What to produce → I would like you to restate each record word for word.

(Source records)
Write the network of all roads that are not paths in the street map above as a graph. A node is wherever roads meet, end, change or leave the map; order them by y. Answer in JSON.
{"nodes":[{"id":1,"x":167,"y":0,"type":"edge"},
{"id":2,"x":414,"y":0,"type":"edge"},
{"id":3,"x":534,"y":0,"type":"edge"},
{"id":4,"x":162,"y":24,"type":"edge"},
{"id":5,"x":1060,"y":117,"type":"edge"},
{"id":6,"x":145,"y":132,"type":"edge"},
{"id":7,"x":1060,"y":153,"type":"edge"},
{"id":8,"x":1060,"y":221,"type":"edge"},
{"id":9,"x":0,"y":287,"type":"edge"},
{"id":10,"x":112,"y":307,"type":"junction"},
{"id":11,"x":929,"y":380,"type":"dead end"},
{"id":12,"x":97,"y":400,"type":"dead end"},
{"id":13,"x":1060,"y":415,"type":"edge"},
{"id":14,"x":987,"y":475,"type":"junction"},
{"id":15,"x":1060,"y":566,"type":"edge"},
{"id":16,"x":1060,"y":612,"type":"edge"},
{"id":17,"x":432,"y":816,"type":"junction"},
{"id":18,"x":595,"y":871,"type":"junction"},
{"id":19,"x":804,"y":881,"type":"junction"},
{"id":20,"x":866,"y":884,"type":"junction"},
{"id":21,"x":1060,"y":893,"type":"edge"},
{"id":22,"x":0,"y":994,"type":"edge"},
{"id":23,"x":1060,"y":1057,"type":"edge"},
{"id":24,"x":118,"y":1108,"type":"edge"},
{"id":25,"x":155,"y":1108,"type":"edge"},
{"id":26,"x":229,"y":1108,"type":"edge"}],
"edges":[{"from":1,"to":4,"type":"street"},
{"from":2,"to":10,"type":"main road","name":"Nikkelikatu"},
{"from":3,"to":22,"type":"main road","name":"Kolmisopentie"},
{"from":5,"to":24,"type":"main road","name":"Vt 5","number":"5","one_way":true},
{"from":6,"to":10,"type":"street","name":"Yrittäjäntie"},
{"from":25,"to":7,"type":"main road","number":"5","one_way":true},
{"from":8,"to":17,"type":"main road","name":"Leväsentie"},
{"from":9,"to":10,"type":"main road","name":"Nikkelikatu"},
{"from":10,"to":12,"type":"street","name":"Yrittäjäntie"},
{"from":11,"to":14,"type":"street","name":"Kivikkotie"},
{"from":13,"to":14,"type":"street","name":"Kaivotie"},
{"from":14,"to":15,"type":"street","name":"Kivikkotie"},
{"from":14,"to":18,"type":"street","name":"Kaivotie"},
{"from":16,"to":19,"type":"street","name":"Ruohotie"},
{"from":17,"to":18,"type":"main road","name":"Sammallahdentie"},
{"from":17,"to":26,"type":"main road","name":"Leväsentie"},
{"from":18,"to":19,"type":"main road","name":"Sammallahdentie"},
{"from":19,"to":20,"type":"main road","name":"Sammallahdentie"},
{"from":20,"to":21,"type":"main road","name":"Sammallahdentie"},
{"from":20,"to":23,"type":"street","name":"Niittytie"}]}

Expected answer →
Write the network of all roads that are not paths in the street map above as a graph. A node is wherever roads meet, end, change or leave the map; order them by y. Answer in JSON.
{"nodes":[{"id":1,"x":167,"y":0,"type":"edge"},
{"id":2,"x":414,"y":0,"type":"edge"},
{"id":3,"x":534,"y":0,"type":"edge"},
{"id":4,"x":162,"y":24,"type":"edge"},
{"id":5,"x":1060,"y":117,"type":"edge"},
{"id":6,"x":145,"y":132,"type":"edge"},
{"id":7,"x":1060,"y":153,"type":"edge"},
{"id":8,"x":1060,"y":221,"type":"edge"},
{"id":9,"x":0,"y":287,"type":"edge"},
{"id":10,"x":112,"y":307,"type":"junction"},
{"id":11,"x":929,"y":380,"type":"dead end"},
{"id":12,"x":97,"y":400,"type":"dead end"},
{"id":13,"x":1060,"y":415,"type":"edge"},
{"id":14,"x":987,"y":475,"type":"junction"},
{"id":15,"x":1060,"y":566,"type":"edge"},
{"id":16,"x":1060,"y":612,"type":"edge"},
{"id":17,"x":432,"y":816,"type":"junction"},
{"id":18,"x":595,"y":871,"type":"junction"},
{"id":19,"x":804,"y":881,"type":"junction"},
{"id":20,"x":866,"y":884,"type":"junction"},
{"id":21,"x":1060,"y":893,"type":"edge"},
{"id":22,"x":0,"y":994,"type":"edge"},
{"id":23,"x":1060,"y":1057,"type":"edge"},
{"id":24,"x":118,"y":1108,"type":"edge"},
{"id":25,"x":155,"y":1108,"type":"edge"},
{"id":26,"x":229,"y":1108,"type":"edge"}],
"edges":[{"from":1,"to":4,"type":"street"},
{"from":2,"to":10,"type":"main road","name":"Nikkelikatu"},
{"from":3,"to":22,"type":"main road","name":"Kolmisopentie"},
{"from":5,"to":24,"type":"main road","name":"Vt 5","number":"5","one_way":true},
{"from":6,"to":10,"type":"street","name":"Yrittäjäntie"},
{"from":25,"to":7,"type":"main road","number":"5","one_way":true},
{"from":8,"to":17,"type":"main road","name":"Leväsentie"},
{"from":9,"to":10,"type":"main road","name":"Nikkelikatu"},
{"from":10,"to":12,"type":"street","name":"Yrittäjäntie"},
{"from":11,"to":14,"type":"street","name":"Kivikkotie"},
{"from":13,"to":14,"type":"street","name":"Kaivotie"},
{"from":14,"to":15,"type":"street","name":"Kivikkotie"},
{"from":14,"to":18,"type":"street","name":"Kaivotie"},
{"from":16,"to":19,"type":"street","name":"Ruohotie"},
{"from":17,"to":18,"type":"main road","name":"Sammallahdentie"},
{"from":17,"to":26,"type":"main road","name":"Leväsentie"},
{"from":18,"to":19,"type":"main road","name":"Sammallahdentie"},
{"from":19,"to":20,"type":"main road","name":"Sammallahdentie"},
{"from":20,"to":21,"type":"main road","name":"Sammallahdentie"},
{"from":20,"to":23,"type":"street","name":"Niittytie"}]}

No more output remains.